I guess our family are quiet well-to-do, but fortune probably smiled upon the wrong people. My family are some of the most easy-going people you will ever meet; we enjoy the simple things in life, like a campfire, an old wooden Malibu and some decent surf or a north easterly wind to fill our sails. We don’t need the hustle and bustle of the city, but living in the city, surrounded by the people in suits, I was beginning to feel as though the expectations for me to settle into college and pursue a corporate career were high. In honesty, I had no idea what I wanted to do. I still wanted to backpack across Europe, surf in Teahupoo and do so many other things, before I settled down to be responsible.

Growing up where I did kept me from getting inflated; the whole family is fairly well rounded considering…everything. “Everything” meaning my low life grandfather, or my dad’s father. Some may beg to differ; many people wouldn’t call him a low life because he lives the high life, he just doesn't do this honestly. He is a mobster, one of the most notorious in Australia…or he was. He’s not dead (I don’t think), he just hasn’t been seen around for quiet a while. It’s not like him to just up and die though, he’s pretty sharp. Now, that may seem like a strange thing to say, but you don’t know my grandfather; he’s probably living it up in Venice or Sicily or maybe even Portofino where I lived all those years ago. He was able to keep his own nose pretty clean while he worked from Melbourne, one of the worlds’ most renowned areas of organised crime, as he employed men more stupid than himself to do the dirty work. Old gramps is probably living in a big old mansion somewhere and running the “family business” from home.

All of this, I felt, was a perfectly fine excuse for sitting in a bar on a Friday night when I was barely seventeen.

"Alessandra, you know you’re not supposed to be down here," Tim, the twenty-one year old Irish bartender, told me.

"You wouldn’t tell me to go back upstairs would you?" I asked in my most enchanting voice.

"I wish I could, but you’re just too damn cute to say no to," he said. He smiled at me before going to serve a customer.

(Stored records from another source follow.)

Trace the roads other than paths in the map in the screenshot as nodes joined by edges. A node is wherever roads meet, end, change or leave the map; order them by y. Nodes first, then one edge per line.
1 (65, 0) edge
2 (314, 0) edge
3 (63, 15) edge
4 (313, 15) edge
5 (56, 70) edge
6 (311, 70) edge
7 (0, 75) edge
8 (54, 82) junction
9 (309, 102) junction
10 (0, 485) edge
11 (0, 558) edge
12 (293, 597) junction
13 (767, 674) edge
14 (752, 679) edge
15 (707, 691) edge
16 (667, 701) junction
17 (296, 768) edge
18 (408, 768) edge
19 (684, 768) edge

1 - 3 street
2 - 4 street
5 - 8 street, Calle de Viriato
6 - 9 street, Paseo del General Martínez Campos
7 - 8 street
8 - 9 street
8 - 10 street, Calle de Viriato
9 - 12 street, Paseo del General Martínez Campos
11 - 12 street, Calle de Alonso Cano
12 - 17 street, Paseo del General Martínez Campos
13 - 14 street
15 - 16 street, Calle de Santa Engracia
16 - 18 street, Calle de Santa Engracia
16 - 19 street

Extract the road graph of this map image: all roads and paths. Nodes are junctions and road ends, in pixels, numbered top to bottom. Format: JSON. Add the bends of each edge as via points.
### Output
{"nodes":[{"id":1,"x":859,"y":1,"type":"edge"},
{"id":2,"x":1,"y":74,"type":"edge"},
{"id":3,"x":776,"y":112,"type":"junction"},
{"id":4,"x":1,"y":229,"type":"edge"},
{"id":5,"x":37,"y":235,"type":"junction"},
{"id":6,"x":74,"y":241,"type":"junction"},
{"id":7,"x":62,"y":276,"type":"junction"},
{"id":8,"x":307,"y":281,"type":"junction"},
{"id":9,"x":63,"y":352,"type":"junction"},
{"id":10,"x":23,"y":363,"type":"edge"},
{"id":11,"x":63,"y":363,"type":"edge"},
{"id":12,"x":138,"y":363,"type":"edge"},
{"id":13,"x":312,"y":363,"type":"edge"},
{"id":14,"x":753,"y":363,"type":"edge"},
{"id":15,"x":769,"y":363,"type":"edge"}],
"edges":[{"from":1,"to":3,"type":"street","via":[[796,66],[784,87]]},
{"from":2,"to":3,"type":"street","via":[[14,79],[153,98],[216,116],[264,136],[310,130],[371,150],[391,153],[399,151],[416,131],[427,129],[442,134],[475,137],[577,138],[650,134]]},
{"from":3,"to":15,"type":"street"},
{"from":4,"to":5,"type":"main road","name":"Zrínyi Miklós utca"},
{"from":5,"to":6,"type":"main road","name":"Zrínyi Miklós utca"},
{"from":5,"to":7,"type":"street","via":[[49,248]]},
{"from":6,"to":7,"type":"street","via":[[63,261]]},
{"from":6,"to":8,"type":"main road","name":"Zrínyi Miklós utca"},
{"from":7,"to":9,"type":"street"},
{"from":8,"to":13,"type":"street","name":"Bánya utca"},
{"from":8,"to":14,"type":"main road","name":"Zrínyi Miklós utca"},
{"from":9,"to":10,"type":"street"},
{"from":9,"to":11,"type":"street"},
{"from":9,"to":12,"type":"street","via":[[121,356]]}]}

I looked down and contemplated the colour of the skin on my arms. The relative paleness of them saddened me, given that they had been a golden brown when we had left the last of the Australian Summer behind a month prior. I definitely wasn't a city girl, and the change in my appearance reflected this, although perhaps the change was only apparent to me.

At home, my long hair was always sun kissed and wavy with salt, and my limbs were always toned. I felt as if my hair was dull, and my limbs a little skinnier and a little less strong from the lack of outdoor activity. To me, even my eyes looked different. They were no longer the bright blueish green they had always been, but rather a dull, dark blue. I didn't know if it was the polluted city air, or the lack of salt water in my system that prompted the change. Maybe there was no change on the outside; maybe the change was only on the inside.

Suddenly I heard a shattering sound and turned around to see a guy raising a glass off the bar. Underneath was a piece of smashed ice.

"‘Now that I’ve broken the ice, will you sleep with me?" he said with a cheeky grin.

I chuckled at his wit but politely declined and turned back to the bar where Tim stood with his eyebrows raised.

"That was original," he stated simply, in his thick Irish accent. "Are people this mental around you all the time?"

"Not really, I’ve heard my fair share of bizarre pick up lines, but the guys around here are not shy at all. They’re very…straight to the point," I laughed.

He chuckled "Beautiful girls and alcohol can only lead to embarrassment."

I blushed and he gave me a wink before going off to serve some more customers.

"Excuse me," a male voice said from behind me. I didn’t turn around so he continued, "My boys over there bet that I wouldn't be able to start a conversation with the most beautiful girl in the room. Want to buy some drinks with their money?"

I turned around, deciding that it was a pickup line that deserved a bit of attention, and came face to face with Carmine.

"I’m underage," was all I had to say before swiveling my chair back around. He sat down next to me.

"So am I," he replied with a grin, fixing me with his sparkling navy blue gaze.

"I’ll be fine," I replied.

"So, you definitely are clever Bella. I’m not easy to give the slip, but you succeeded," he said before saying something so quietly I wasn’t sure if I’d heard at all. I inhaled my mineral water nonetheless.